■ **Task statement**: Filter the listing below, copying every line in which the word "South" appears.

■ **Recorded data**:
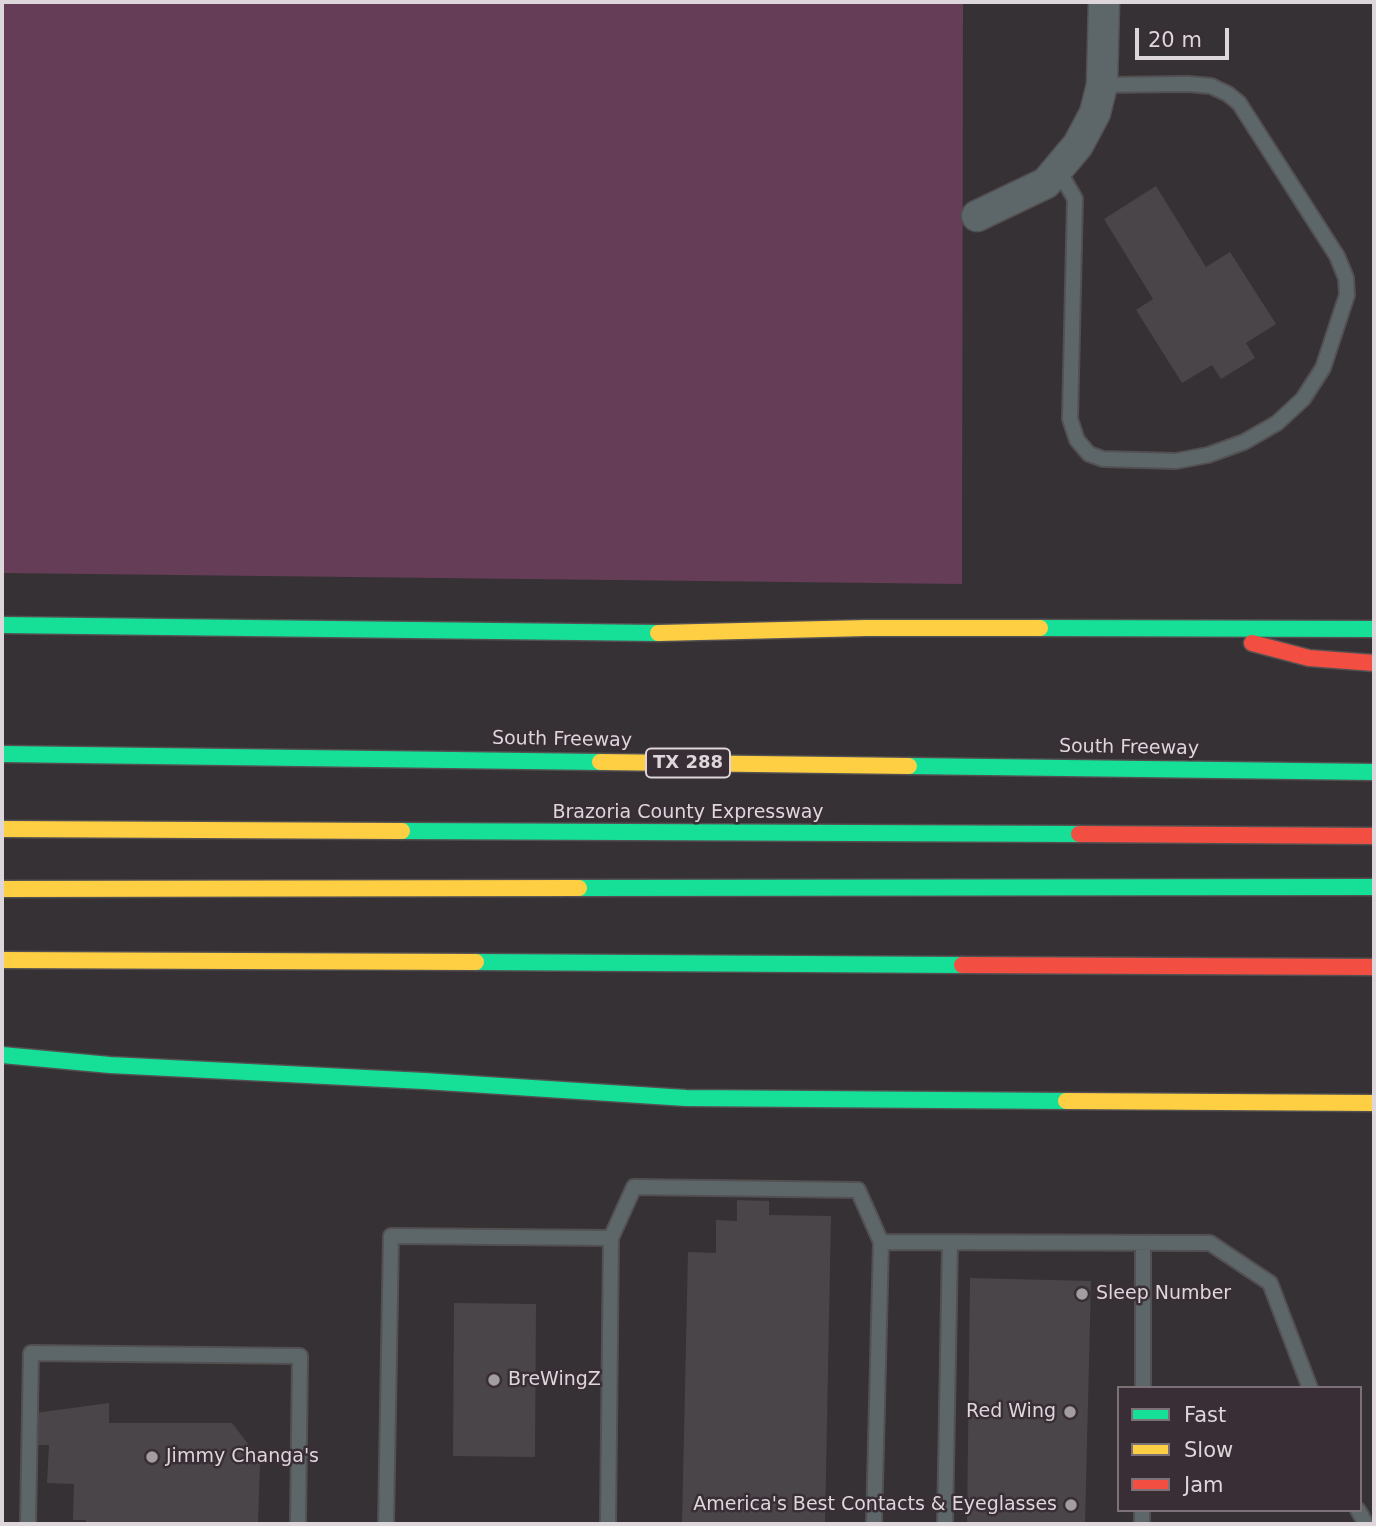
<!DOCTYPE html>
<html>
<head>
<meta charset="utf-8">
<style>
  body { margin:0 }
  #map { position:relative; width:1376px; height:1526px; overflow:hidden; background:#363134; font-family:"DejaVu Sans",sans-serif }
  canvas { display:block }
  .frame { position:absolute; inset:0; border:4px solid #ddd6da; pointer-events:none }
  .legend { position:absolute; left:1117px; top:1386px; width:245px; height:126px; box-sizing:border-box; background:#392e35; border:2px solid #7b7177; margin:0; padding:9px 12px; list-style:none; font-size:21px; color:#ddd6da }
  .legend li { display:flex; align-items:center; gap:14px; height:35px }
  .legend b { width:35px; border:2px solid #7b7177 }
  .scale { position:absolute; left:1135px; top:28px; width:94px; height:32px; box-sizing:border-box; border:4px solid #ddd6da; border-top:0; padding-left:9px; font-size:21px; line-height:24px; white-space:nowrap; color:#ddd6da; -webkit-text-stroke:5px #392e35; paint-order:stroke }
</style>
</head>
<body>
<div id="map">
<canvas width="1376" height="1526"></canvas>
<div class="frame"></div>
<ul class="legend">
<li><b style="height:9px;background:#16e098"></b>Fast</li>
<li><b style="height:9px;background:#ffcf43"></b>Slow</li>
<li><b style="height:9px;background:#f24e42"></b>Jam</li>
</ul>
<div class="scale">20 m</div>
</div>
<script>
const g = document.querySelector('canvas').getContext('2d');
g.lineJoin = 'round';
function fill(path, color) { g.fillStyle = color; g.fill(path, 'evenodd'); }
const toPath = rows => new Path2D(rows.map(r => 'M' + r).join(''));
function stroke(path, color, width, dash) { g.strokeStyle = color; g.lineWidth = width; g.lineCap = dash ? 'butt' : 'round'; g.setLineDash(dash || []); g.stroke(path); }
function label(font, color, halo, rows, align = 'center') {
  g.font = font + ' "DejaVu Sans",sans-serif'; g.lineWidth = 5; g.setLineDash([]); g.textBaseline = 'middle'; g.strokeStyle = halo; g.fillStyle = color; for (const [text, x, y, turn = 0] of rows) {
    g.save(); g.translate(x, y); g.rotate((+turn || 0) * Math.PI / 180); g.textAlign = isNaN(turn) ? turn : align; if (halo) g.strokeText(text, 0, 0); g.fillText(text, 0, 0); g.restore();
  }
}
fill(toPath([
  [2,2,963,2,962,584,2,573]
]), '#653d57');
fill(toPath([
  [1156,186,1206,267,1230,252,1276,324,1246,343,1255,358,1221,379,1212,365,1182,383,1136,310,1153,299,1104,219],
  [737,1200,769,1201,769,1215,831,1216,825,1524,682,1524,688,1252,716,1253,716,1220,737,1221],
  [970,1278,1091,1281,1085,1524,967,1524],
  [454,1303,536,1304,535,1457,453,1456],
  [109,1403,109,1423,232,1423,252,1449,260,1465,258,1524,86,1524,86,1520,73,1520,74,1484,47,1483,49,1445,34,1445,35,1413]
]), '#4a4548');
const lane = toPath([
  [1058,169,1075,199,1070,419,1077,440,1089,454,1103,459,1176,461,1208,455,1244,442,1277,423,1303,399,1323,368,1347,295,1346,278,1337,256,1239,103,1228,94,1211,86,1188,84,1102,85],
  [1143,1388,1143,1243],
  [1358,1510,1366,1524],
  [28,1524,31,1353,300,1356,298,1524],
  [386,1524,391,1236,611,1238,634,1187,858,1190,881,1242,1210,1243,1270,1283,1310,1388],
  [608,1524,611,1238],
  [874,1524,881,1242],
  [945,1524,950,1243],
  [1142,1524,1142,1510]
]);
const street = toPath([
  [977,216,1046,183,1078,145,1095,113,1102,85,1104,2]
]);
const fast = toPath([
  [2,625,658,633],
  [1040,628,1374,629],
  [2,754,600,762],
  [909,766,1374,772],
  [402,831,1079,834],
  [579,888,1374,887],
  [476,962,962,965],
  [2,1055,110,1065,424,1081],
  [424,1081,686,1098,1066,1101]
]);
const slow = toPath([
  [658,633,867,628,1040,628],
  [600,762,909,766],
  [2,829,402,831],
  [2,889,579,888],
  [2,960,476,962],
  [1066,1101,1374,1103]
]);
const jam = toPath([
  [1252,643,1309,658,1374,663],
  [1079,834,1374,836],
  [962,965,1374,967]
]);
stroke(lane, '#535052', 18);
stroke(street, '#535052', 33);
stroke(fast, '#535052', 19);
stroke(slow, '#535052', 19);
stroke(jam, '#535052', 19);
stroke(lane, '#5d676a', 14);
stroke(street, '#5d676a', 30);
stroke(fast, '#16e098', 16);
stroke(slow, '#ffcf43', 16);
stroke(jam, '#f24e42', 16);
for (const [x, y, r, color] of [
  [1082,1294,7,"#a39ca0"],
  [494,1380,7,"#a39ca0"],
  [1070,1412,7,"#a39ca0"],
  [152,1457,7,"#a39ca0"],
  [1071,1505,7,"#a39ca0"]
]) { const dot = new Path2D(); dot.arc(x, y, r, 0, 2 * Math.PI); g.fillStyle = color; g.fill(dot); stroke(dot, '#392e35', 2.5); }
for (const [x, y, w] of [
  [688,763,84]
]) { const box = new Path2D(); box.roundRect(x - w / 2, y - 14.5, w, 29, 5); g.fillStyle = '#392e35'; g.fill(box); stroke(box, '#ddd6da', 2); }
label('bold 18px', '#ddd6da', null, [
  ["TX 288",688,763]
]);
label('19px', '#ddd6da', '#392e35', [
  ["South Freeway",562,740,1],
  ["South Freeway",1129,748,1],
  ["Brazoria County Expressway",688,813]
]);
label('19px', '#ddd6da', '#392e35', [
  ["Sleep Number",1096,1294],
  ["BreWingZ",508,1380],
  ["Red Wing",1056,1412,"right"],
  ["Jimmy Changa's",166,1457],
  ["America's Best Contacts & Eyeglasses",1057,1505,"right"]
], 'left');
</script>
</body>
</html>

■ **Result of the task**:
  ["South Freeway",562,740,1],
  ["South Freeway",1129,748,1],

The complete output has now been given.